> _Task objective_
Exactly the lines from the first line of the listing through the line containing "height:8px; margin:-4px; padding:0" should appear in the output, unchanged.

> _Records for the exercise_
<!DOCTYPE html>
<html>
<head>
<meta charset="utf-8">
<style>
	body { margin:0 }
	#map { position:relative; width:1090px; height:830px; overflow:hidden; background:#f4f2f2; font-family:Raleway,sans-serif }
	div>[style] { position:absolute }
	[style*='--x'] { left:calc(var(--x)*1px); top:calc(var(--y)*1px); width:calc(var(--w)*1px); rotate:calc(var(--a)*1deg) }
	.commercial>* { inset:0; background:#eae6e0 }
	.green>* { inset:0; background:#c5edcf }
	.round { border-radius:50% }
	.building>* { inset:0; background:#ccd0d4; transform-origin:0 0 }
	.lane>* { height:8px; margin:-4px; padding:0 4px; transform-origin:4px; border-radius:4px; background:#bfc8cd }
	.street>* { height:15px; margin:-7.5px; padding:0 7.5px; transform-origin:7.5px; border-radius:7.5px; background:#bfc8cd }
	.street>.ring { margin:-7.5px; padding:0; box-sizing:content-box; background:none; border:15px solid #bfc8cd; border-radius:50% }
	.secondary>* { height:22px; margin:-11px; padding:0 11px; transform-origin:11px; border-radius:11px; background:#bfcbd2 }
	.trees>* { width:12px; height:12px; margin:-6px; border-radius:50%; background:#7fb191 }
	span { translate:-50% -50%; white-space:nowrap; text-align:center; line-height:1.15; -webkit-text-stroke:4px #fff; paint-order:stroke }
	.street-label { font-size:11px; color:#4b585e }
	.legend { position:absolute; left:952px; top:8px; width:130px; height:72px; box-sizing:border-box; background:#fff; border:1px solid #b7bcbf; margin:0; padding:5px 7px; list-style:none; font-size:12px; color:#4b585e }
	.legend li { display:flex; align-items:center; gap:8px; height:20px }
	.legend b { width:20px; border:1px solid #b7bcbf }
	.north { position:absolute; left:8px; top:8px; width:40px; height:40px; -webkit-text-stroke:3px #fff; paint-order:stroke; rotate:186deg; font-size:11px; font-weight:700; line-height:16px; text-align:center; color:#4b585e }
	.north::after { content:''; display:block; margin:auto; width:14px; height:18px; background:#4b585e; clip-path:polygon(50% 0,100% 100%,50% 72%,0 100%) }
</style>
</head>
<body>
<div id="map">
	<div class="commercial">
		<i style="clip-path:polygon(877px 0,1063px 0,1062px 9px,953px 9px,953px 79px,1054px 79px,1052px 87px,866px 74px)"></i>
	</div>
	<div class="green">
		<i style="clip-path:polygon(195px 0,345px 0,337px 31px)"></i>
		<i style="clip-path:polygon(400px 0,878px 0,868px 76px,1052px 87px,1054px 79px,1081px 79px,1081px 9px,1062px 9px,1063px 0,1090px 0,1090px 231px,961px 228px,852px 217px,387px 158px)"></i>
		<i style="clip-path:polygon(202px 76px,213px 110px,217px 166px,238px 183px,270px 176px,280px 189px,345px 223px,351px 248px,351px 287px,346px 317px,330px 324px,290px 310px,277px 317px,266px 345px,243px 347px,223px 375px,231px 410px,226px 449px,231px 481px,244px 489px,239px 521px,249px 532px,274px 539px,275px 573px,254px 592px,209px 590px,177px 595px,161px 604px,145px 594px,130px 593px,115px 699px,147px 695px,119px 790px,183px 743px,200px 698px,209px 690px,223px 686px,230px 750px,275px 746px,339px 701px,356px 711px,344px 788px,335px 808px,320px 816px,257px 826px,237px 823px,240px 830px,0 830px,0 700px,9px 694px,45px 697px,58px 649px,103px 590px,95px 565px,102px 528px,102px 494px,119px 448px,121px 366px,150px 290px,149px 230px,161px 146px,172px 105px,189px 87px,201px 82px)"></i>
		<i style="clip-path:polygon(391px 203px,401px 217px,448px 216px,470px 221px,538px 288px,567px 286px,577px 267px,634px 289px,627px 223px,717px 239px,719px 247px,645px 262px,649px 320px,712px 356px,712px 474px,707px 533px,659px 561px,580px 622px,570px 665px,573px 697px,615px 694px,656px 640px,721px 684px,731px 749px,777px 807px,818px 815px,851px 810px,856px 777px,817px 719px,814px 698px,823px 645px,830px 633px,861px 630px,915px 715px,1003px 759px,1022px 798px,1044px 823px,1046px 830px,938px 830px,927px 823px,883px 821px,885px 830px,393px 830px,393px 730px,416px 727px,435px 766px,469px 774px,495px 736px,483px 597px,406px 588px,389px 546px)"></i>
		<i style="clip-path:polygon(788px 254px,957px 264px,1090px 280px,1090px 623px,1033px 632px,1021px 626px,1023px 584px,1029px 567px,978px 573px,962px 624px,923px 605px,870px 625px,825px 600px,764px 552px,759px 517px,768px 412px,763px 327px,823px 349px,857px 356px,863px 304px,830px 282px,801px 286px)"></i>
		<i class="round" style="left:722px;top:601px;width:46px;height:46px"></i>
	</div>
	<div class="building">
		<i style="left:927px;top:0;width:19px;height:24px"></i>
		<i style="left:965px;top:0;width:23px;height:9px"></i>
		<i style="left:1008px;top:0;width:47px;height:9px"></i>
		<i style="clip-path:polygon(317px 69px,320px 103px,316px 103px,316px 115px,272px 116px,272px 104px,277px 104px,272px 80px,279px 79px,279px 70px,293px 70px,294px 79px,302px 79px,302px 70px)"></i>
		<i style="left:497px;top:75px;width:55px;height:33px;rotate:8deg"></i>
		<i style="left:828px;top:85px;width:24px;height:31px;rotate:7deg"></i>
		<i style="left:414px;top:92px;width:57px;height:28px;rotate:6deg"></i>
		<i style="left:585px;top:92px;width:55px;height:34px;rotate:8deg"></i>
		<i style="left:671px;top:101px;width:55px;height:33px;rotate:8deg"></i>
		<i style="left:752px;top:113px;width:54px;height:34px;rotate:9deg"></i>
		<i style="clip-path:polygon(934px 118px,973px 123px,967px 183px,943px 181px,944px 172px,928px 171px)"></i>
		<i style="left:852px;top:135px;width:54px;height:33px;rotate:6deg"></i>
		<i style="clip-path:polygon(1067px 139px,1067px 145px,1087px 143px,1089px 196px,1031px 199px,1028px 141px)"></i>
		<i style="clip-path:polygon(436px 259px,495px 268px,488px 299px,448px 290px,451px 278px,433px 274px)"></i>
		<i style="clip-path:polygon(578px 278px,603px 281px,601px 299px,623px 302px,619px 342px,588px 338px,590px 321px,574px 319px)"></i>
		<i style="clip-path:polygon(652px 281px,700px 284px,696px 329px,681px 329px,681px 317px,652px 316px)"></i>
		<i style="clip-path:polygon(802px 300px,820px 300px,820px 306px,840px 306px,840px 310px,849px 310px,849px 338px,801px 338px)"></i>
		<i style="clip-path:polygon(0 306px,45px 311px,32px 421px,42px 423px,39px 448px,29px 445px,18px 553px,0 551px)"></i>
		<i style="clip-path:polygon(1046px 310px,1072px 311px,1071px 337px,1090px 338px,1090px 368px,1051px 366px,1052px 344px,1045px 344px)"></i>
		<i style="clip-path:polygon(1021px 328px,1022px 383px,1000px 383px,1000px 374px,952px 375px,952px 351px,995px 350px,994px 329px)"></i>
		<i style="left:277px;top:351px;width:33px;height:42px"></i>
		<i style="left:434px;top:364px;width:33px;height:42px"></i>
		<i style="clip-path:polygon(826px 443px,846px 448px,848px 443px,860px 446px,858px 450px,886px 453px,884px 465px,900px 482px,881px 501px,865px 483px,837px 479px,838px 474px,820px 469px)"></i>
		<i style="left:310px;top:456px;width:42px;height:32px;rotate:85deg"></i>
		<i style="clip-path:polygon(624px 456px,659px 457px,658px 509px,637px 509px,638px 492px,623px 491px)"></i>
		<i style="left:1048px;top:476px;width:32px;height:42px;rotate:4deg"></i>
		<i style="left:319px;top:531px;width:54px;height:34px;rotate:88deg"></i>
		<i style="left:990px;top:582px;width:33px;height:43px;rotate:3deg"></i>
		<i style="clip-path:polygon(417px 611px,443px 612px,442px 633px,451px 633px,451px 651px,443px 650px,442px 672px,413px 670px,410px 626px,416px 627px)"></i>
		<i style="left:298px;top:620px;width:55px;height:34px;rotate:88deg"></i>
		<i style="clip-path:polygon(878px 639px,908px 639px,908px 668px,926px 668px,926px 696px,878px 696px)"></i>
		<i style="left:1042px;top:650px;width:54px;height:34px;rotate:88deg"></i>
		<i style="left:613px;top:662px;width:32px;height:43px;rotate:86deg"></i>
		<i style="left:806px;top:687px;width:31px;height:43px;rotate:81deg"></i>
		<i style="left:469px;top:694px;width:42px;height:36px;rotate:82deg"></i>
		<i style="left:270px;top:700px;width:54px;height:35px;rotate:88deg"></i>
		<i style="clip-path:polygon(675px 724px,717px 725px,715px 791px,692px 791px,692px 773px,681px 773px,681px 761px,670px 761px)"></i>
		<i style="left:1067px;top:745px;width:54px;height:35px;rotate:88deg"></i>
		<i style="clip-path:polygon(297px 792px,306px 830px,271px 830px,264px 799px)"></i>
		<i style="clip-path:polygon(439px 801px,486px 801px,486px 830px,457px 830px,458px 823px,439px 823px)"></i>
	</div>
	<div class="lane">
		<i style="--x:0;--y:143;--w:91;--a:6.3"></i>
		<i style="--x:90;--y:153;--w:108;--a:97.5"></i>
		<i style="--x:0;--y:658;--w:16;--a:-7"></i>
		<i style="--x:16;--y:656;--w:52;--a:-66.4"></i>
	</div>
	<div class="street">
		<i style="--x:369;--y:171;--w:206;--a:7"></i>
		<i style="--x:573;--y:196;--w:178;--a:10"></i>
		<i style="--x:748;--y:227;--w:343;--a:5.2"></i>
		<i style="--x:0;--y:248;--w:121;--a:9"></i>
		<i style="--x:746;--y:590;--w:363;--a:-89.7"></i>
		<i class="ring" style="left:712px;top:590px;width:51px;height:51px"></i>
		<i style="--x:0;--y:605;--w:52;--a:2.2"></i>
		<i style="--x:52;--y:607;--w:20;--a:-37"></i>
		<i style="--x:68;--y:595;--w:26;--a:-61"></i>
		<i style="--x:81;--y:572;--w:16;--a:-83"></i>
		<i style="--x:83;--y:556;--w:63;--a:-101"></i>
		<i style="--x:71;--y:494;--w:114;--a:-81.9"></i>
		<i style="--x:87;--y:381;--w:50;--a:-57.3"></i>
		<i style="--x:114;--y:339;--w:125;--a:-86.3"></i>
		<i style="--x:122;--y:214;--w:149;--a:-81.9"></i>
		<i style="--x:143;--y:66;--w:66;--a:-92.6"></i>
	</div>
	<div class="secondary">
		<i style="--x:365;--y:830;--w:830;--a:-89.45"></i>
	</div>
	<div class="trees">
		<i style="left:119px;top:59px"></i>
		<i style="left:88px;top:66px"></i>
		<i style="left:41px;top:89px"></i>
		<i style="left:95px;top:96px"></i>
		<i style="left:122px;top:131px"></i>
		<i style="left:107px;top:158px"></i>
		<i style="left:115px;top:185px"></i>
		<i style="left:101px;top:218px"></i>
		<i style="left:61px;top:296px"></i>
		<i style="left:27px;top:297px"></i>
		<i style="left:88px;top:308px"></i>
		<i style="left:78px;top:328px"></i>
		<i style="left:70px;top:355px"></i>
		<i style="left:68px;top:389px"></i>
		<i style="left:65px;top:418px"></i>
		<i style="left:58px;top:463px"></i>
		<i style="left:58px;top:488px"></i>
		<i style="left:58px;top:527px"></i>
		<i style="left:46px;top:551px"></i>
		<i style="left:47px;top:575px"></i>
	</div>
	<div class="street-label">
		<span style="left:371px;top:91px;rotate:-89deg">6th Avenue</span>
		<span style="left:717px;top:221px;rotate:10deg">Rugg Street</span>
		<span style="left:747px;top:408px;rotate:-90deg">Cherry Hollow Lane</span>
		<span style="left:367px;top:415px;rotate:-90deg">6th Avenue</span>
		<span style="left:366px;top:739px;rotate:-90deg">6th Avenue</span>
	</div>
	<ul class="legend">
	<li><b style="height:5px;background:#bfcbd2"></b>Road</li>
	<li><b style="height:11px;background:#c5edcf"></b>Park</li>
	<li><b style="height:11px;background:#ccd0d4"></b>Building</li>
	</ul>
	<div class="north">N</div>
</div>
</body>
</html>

> _Result of the task_
<!DOCTYPE html>
<html>
<head>
<meta charset="utf-8">
<style>
	body { margin:0 }
	#map { position:relative; width:1090px; height:830px; overflow:hidden; background:#f4f2f2; font-family:Raleway,sans-serif }
	div>[style] { position:absolute }
	[style*='--x'] { left:calc(var(--x)*1px); top:calc(var(--y)*1px); width:calc(var(--w)*1px); rotate:calc(var(--a)*1deg) }
	.commercial>* { inset:0; background:#eae6e0 }
	.green>* { inset:0; background:#c5edcf }
	.round { border-radius:50% }
	.building>* { inset:0; background:#ccd0d4; transform-origin:0 0 }
	.lane>* { height:8px; margin:-4px; padding:0 4px; transform-origin:4px; border-radius:4px; background:#bfc8cd }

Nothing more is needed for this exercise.